- YOUR ASSIGNMENT -
Would you print out every entry exactly as given?

Stored data entries:
BEGIN

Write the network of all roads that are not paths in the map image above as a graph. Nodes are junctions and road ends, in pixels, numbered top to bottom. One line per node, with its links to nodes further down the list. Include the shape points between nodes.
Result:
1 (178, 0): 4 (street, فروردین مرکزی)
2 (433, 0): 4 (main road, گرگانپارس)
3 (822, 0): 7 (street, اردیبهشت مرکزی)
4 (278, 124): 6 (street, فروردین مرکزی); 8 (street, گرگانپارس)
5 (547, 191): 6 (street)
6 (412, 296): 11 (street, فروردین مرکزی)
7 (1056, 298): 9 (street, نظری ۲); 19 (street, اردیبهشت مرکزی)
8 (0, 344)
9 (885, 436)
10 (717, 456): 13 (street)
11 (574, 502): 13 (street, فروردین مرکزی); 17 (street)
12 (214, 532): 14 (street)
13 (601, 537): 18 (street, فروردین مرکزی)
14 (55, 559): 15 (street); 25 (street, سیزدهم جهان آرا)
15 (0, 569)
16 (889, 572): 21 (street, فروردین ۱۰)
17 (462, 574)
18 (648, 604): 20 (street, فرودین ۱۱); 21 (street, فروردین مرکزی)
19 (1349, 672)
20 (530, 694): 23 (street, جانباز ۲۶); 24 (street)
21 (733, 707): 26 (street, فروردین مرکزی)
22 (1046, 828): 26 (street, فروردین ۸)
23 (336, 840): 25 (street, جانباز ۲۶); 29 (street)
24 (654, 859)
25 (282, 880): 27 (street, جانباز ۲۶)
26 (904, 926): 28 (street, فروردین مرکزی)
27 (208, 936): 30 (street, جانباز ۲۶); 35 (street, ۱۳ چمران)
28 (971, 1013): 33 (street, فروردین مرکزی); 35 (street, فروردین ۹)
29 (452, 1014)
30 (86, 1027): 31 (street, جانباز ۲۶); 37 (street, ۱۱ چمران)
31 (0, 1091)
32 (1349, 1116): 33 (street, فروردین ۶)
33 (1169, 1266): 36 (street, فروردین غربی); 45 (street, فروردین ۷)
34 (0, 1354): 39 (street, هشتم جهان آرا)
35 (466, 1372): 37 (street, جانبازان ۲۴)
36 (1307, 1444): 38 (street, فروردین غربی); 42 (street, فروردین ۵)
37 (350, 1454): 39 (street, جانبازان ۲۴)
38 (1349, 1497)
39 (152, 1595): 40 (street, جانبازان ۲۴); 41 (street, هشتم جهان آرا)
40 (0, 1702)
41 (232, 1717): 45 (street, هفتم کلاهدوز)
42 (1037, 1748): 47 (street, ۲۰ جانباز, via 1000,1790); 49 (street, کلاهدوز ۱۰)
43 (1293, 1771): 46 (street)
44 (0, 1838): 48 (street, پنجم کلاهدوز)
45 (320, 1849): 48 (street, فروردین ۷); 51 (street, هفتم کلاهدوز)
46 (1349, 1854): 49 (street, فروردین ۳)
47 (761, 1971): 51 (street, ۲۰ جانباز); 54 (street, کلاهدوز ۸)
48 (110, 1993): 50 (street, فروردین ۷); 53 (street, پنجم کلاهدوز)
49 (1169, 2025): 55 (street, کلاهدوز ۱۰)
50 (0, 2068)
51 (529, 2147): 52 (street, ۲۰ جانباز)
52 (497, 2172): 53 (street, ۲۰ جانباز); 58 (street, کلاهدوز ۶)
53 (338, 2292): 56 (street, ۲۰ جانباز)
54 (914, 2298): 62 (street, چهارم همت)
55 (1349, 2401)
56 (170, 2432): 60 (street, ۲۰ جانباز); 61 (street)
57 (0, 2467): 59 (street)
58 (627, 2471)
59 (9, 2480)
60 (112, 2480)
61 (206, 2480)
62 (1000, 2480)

END

- OUTPUT BELOW -
Write the network of all roads that are not paths in the map image above as a graph. Nodes are junctions and road ends, in pixels, numbered top to bottom. One line per node, with its links to nodes further down the list. Include the shape points between nodes.
Result:
1 (178, 0): 4 (street, فروردین مرکزی)
2 (433, 0): 4 (main road, گرگانپارس)
3 (822, 0): 7 (street, اردیبهشت مرکزی)
4 (278, 124): 6 (street, فروردین مرکزی); 8 (street, گرگانپارس)
5 (547, 191): 6 (street)
6 (412, 296): 11 (street, فروردین مرکزی)
7 (1056, 298): 9 (street, نظری ۲); 19 (street, اردیبهشت مرکزی)
8 (0, 344)
9 (885, 436)
10 (717, 456): 13 (street)
11 (574, 502): 13 (street, فروردین مرکزی); 17 (street)
12 (214, 532): 14 (street)
13 (601, 537): 18 (street, فروردین مرکزی)
14 (55, 559): 15 (street); 25 (street, سیزدهم جهان آرا)
15 (0, 569)
16 (889, 572): 21 (street, فروردین ۱۰)
17 (462, 574)
18 (648, 604): 20 (street, فرودین ۱۱); 21 (street, فروردین مرکزی)
19 (1349, 672)
20 (530, 694): 23 (street, جانباز ۲۶); 24 (street)
21 (733, 707): 26 (street, فروردین مرکزی)
22 (1046, 828): 26 (street, فروردین ۸)
23 (336, 840): 25 (street, جانباز ۲۶); 29 (street)
24 (654, 859)
25 (282, 880): 27 (street, جانباز ۲۶)
26 (904, 926): 28 (street, فروردین مرکزی)
27 (208, 936): 30 (street, جانباز ۲۶); 35 (street, ۱۳ چمران)
28 (971, 1013): 33 (street, فروردین مرکزی); 35 (street, فروردین ۹)
29 (452, 1014)
30 (86, 1027): 31 (street, جانباز ۲۶); 37 (street, ۱۱ چمران)
31 (0, 1091)
32 (1349, 1116): 33 (street, فروردین ۶)
33 (1169, 1266): 36 (street, فروردین غربی); 45 (street, فروردین ۷)
34 (0, 1354): 39 (street, هشتم جهان آرا)
35 (466, 1372): 37 (street, جانبازان ۲۴)
36 (1307, 1444): 38 (street, فروردین غربی); 42 (street, فروردین ۵)
37 (350, 1454): 39 (street, جانبازان ۲۴)
38 (1349, 1497)
39 (152, 1595): 40 (street, جانبازان ۲۴); 41 (street, هشتم جهان آرا)
40 (0, 1702)
41 (232, 1717): 45 (street, هفتم کلاهدوز)
42 (1037, 1748): 47 (street, ۲۰ جانباز, via 1000,1790); 49 (street, کلاهدوز ۱۰)
43 (1293, 1771): 46 (street)
44 (0, 1838): 48 (street, پنجم کلاهدوز)
45 (320, 1849): 48 (street, فروردین ۷); 51 (street, هفتم کلاهدوز)
46 (1349, 1854): 49 (street, فروردین ۳)
47 (761, 1971): 51 (street, ۲۰ جانباز); 54 (street, کلاهدوز ۸)
48 (110, 1993): 50 (street, فروردین ۷); 53 (street, پنجم کلاهدوز)
49 (1169, 2025): 55 (street, کلاهدوز ۱۰)
50 (0, 2068)
51 (529, 2147): 52 (street, ۲۰ جانباز)
52 (497, 2172): 53 (street, ۲۰ جانباز); 58 (street, کلاهدوز ۶)
53 (338, 2292): 56 (street, ۲۰ جانباز)
54 (914, 2298): 62 (street, چهارم همت)
55 (1349, 2401)
56 (170, 2432): 60 (street, ۲۰ جانباز); 61 (street)
57 (0, 2467): 59 (street)
58 (627, 2471)
59 (9, 2480)
60 (112, 2480)
61 (206, 2480)
62 (1000, 2480)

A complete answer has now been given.